====== PROVIDED RECORDS ======
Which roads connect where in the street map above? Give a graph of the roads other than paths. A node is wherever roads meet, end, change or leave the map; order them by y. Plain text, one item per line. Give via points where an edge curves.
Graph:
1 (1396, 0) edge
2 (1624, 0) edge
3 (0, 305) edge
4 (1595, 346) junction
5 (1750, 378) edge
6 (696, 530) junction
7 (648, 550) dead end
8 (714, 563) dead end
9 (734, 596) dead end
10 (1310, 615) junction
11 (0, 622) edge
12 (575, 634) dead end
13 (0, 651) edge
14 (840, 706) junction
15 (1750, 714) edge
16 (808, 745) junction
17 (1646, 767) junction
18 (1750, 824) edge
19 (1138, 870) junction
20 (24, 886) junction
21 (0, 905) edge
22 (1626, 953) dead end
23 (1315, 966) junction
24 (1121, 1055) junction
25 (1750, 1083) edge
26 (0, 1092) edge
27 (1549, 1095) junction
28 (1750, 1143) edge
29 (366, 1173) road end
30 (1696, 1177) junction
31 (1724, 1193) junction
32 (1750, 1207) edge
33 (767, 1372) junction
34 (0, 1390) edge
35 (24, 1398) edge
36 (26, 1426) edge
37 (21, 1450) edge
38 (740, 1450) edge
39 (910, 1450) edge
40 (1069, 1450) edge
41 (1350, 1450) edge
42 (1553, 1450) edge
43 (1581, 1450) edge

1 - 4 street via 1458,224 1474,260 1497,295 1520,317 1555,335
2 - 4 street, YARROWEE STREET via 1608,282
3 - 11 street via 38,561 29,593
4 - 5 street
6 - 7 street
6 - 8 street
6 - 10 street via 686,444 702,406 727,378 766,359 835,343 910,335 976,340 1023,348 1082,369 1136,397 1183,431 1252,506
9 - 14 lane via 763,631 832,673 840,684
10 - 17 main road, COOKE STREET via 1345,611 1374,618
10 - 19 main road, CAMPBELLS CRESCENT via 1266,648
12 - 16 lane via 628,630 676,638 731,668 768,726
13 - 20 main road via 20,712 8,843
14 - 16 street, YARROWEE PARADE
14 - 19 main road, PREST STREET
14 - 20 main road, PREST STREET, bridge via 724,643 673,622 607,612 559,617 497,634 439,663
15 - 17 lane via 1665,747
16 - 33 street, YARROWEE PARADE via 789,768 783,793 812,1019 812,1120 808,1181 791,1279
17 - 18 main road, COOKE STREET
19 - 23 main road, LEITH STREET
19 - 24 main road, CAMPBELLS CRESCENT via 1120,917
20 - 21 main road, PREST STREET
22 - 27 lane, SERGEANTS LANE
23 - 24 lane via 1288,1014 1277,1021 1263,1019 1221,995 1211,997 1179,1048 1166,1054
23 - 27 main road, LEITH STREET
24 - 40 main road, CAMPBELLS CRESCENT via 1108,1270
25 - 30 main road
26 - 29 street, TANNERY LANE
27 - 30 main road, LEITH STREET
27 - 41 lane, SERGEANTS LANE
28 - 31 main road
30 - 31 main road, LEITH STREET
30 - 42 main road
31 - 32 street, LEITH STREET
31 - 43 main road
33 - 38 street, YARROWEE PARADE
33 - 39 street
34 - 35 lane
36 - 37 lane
======
* [WHAT IS NEEDED]:
Copy every line in the data above that has the string "PARADE" in it.

* [ANSWER TO THE PROBLEM]:
14 - 16 street, YARROWEE PARADE
16 - 33 street, YARROWEE PARADE via 789,768 783,793 812,1019 812,1120 808,1181 791,1279
33 - 38 street, YARROWEE PARADE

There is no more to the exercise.